Editor's letter

The answer to our woes is to reverse quantitative easing

Quantitative easing isn't doing what it is supposed to do. Reversing it might, says Merryn Somerset Webb.

Kristalina Georgieva  © MICHAEL REYNOLDS/EPA-EFE/Shutterstock

A few months ago in an article headlined "15 business and finance writers this billionaire always reads", US columnist and asset manager Ken Fisher noted that he always reads me, for the simple reason that "Merryn Somerset Webb attacks virtually everything I believe in". Everyone likes a challenge. He will be surprised then to find that I agree with much of what he has written in a Financial Times article this week.

Conventional monetary policy assumes, he says, that low interest rates (which make borrowing cheaper) will make people want to borrow more. But beyond a certain point that isn't true. Very low rates kill the profitability of loans (by crunching the spread between the rate at which a bank can borrow and that at which it can lend). This makes it hard to think that the lower they go the more banks will lend. If, for example, the pushing down of rates via quantitative easing (QE) really worked, loan growth and inflation would have risen during periods of QE. They did not.
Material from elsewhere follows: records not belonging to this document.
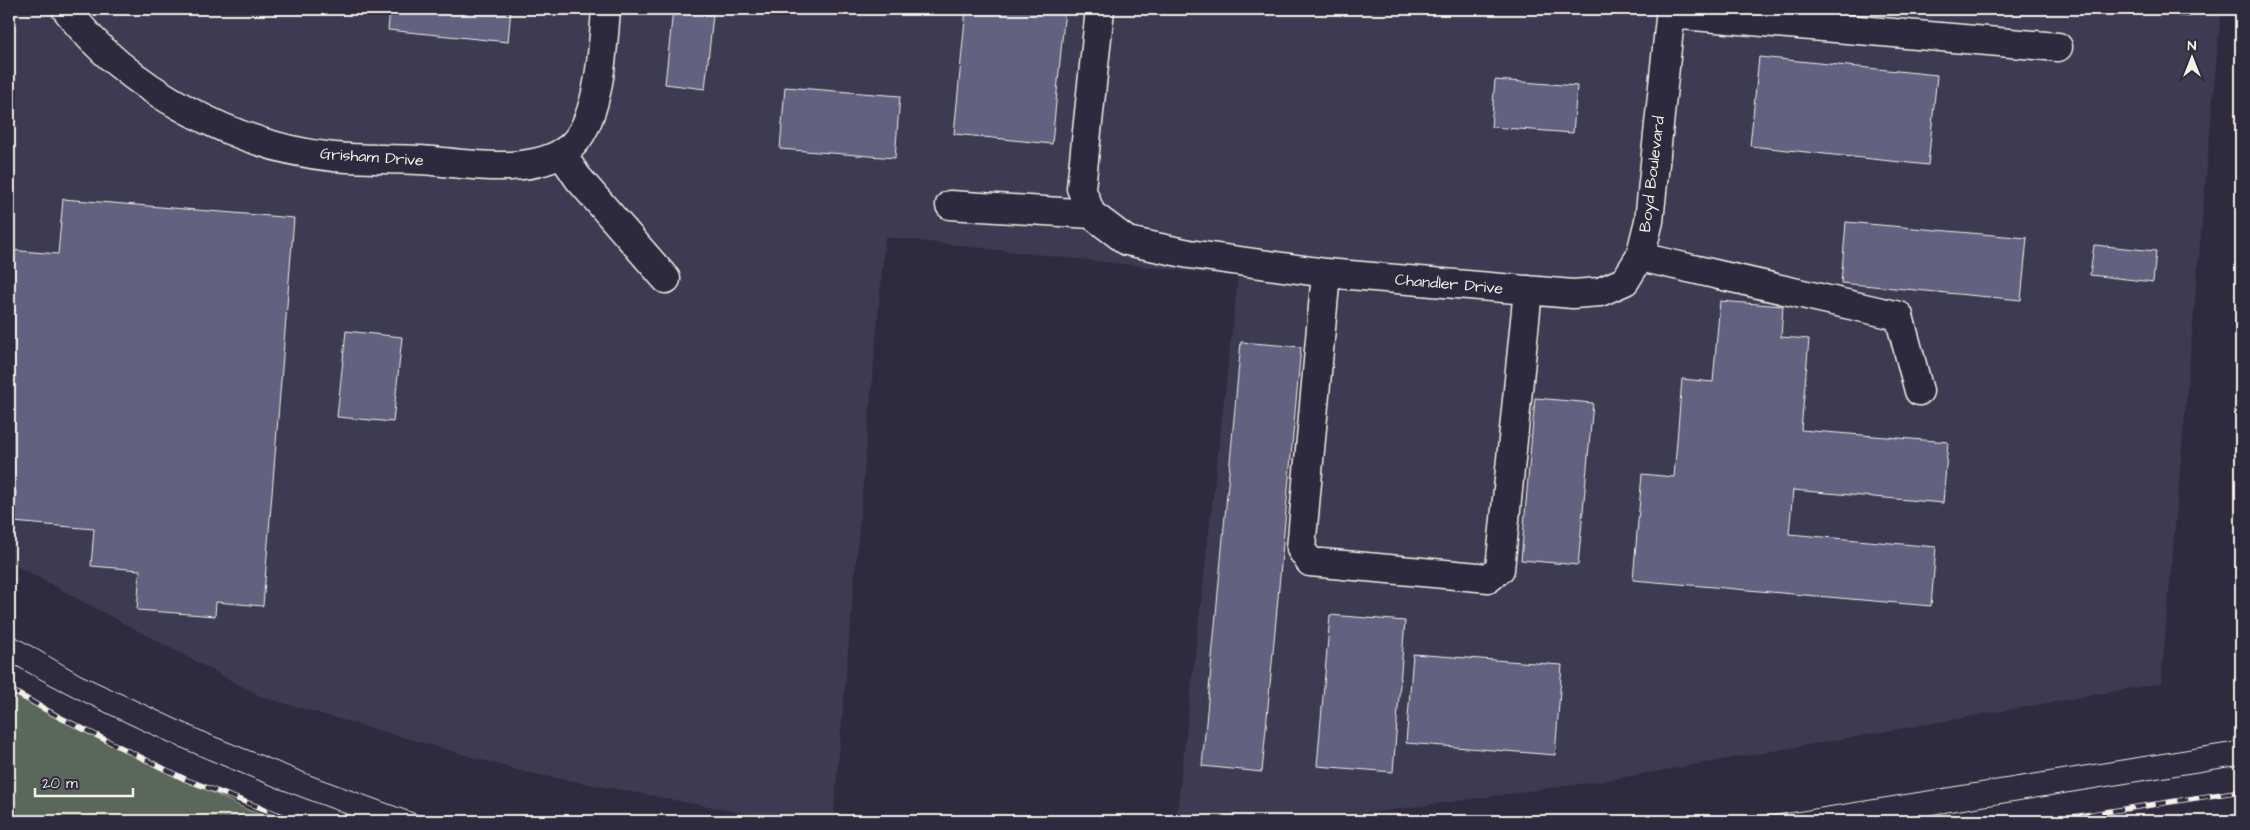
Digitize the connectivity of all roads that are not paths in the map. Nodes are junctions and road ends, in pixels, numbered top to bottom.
1 (66, 9) edge
2 (606, 9) edge
3 (1100, 9) edge
4 (1670, 11) edge
5 (2058, 47) dead end
6 (561, 153) junction
7 (950, 205) dead end
8 (1091, 214) junction
9 (1640, 257) junction
10 (1326, 272) junction
11 (666, 279) dead end
12 (1528, 290) junction
13 (1573, 294) joint
14 (1919, 391) dead end

1 - 6 street, Grisham Drive
2 - 6 street, Grisham Drive
3 - 8 street
4 - 5 street
4 - 9 street, Boyd Boulevard
6 - 11 street
7 - 8 street
8 - 10 street, Chandler Drive
9 - 13 street, Boyd Boulevard
9 - 14 street
10 - 12 street, Chandler Drive
10 - 12 street
12 - 13 street, Chandler Drive

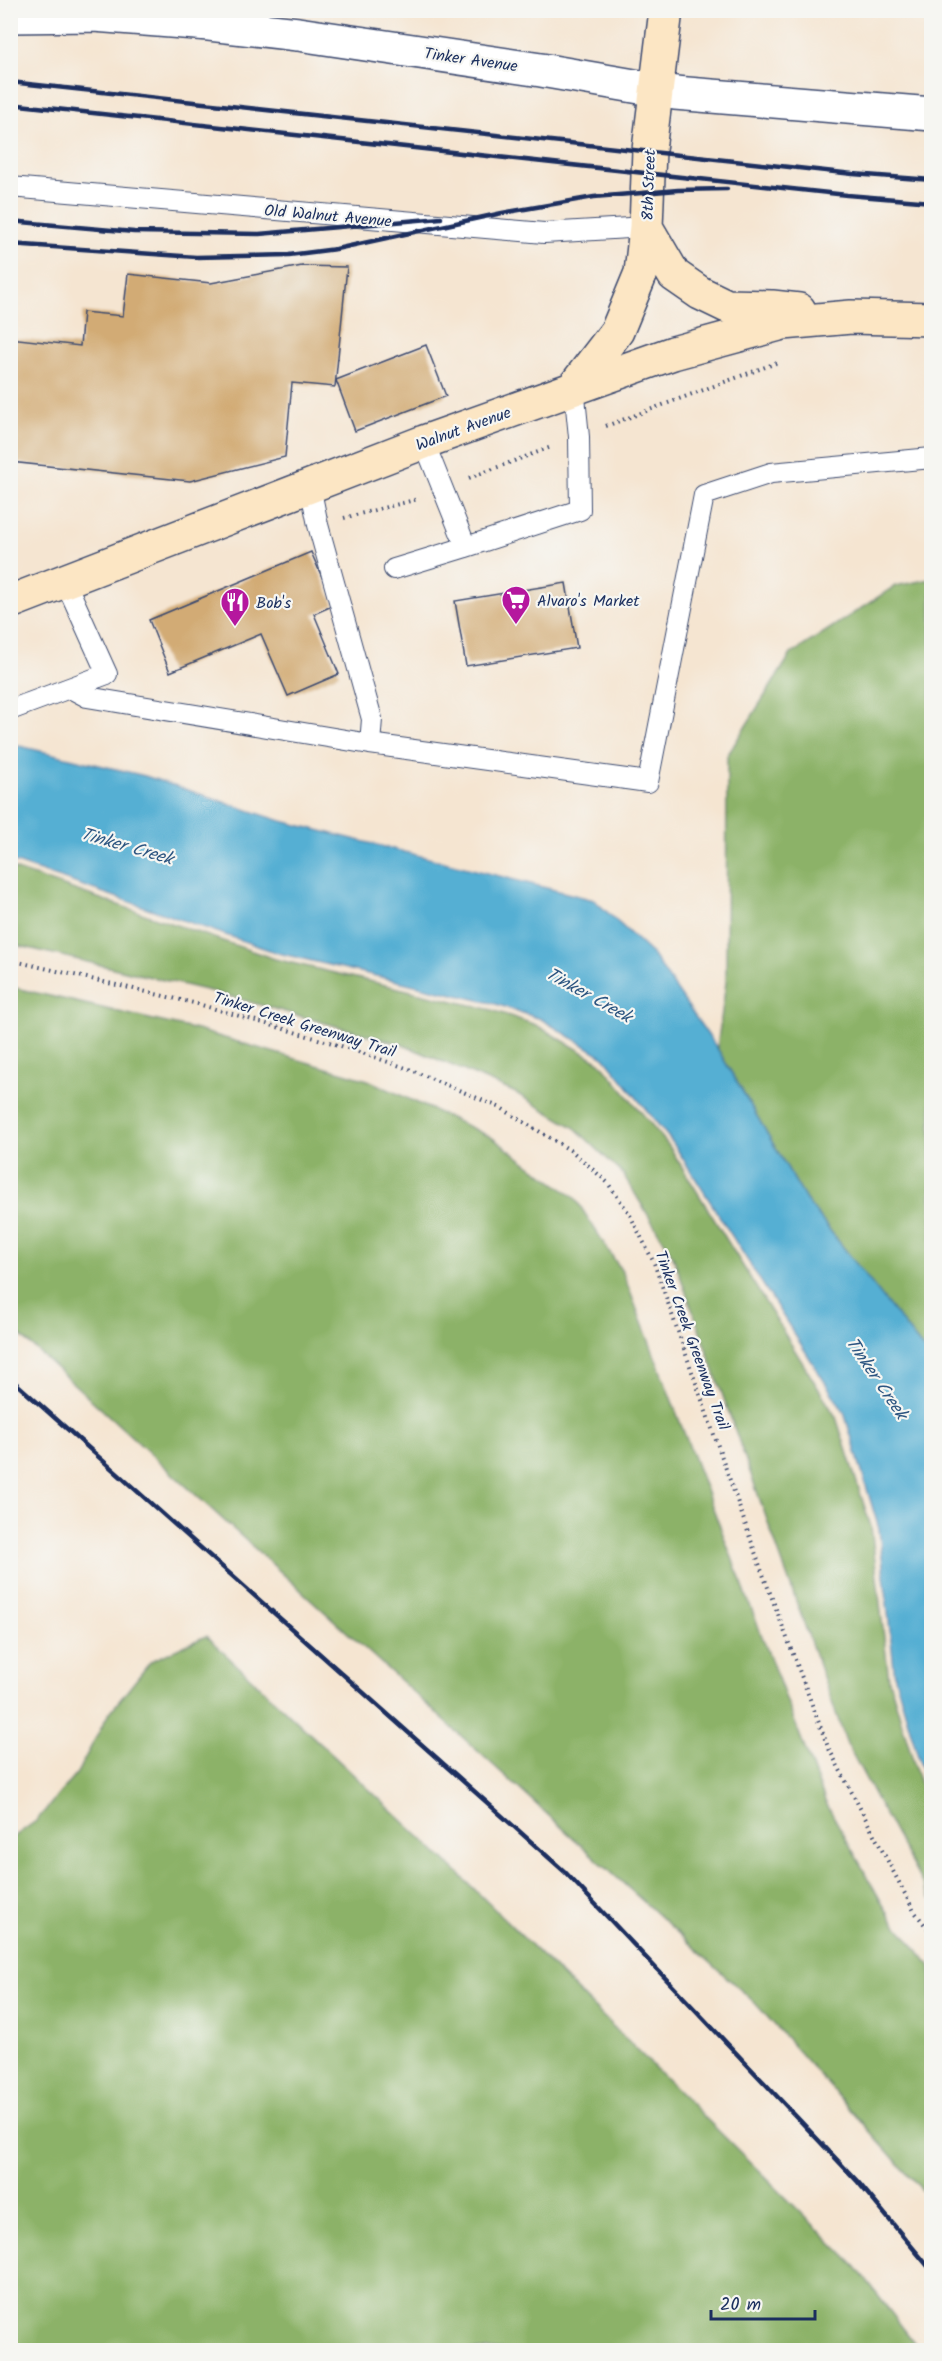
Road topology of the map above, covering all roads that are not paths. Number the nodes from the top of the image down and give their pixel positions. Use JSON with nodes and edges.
{"nodes":[{"id":1,"x":666,"y":10,"type":"edge"},
{"id":2,"x":10,"y":15,"type":"edge"},
{"id":3,"x":207,"y":17,"type":"edge"},
{"id":4,"x":656,"y":90,"type":"junction"},
{"id":5,"x":932,"y":114,"type":"edge"},
{"id":6,"x":10,"y":187,"type":"edge"},
{"id":7,"x":646,"y":227,"type":"junction"},
{"id":8,"x":851,"y":317,"type":"junction"},
{"id":9,"x":932,"y":319,"type":"edge"},
{"id":10,"x":574,"y":387,"type":"junction"},
{"id":11,"x":424,"y":442,"type":"junction"},
{"id":12,"x":932,"y":458,"type":"edge"},
{"id":13,"x":310,"y":486,"type":"junction"},
{"id":14,"x":466,"y":547,"type":"junction"},
{"id":15,"x":394,"y":569,"type":"dead end"},
{"id":16,"x":64,"y":580,"type":"junction"},
{"id":17,"x":10,"y":602,"type":"edge"},
{"id":18,"x":70,"y":688,"type":"junction"},
{"id":19,"x":10,"y":710,"type":"edge"},
{"id":20,"x":370,"y":744,"type":"junction"}],
"edges":[{"from":1,"to":4,"type":"street","name":"8th Street"},
{"from":2,"to":3,"type":"street","name":"Tinker Avenue"},
{"from":3,"to":4,"type":"street","name":"Tinker Avenue"},
{"from":4,"to":5,"type":"street","name":"Tinker Avenue"},
{"from":4,"to":7,"type":"street","name":"8th Street"},
{"from":6,"to":7,"type":"lane","name":"Old Walnut Avenue"},
{"from":7,"to":8,"type":"street","name":"8th Street"},
{"from":7,"to":10,"type":"street"},
{"from":8,"to":9,"type":"street","name":"Walnut Avenue"},
{"from":8,"to":10,"type":"street","name":"Walnut Avenue"},
{"from":10,"to":11,"type":"street","name":"Walnut Avenue"},
{"from":10,"to":14,"type":"lane"},
{"from":11,"to":13,"type":"street","name":"Walnut Avenue"},
{"from":11,"to":14,"type":"lane"},
{"from":12,"to":20,"type":"lane"},
{"from":13,"to":16,"type":"street","name":"Walnut Avenue"},
{"from":13,"to":20,"type":"lane"},
{"from":14,"to":15,"type":"lane"},
{"from":16,"to":17,"type":"street","name":"Walnut Avenue"},
{"from":16,"to":18,"type":"lane"},
{"from":18,"to":19,"type":"lane"},
{"from":18,"to":20,"type":"lane"}]}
Also, moving from low rates to super-low rates doesn't make much difference to businesses, given their margins of forecasting error: "businesses won't launch more projects because of quarter-point or even full-point rate cuts. If a project isn't profitable at current rates, it isn't worth doing at fractionally lower ones even 0%". The answer to our current woes then is not to keep cutting rates and introducing new rounds of QE (as the European Central Bank has and the Federal Reserve is about to), but to reverse the whole thing. The result of this return to monetary sanity would be "near magic". Loans would flow as banks could make money on them again. Business investment would accelerate everywhere and in the UK the stage would be set for a "post-Brexit pop", with banks clamouring to lend just as firms "get the clarity needed to deploy pent-up plans".

We are not convinced we would do this at the speed Fisher suggests (crashing bond prices would have nasty consequences). But on QE not working as advertised? We are convinced. Bill Bonner agrees pretty wholeheartedly. Matthew Lynn agrees too. And even the International Monetary Fund, under its new leadership, is getting agitated about monetary policy. Its new head, Kristalina Georgieva, said in her first speech this week that her team is looking closely at the impact negative interest rates are having. We suspect that the closer she looks, the more unintended consequences she will find.

For something more positive, John Stepek explains in our cover story how the (slightly over-egged) misery over Brexit has produced some fantastic investment opportunities in the UK. We hear constantly from global investors about how hard it is to find yield. They clearly aren't looking very hard: the FTSE 100 yields 4% and some of our biggest stocks pay over 5%. Next, we have an update on Vietnam, one of the few emerging markets we like. Finally, for those of you who have had enough of your jobs, we look at how to use Airbnb to make money and at how, if you are very frugal (and negative rates and stockmarket crashes don't destroy your finances), you can retire by 40. Perhaps not in such a way as to be able to afford a new Land Rover Defender, but definitely in such a way as to have time to do a little protesting.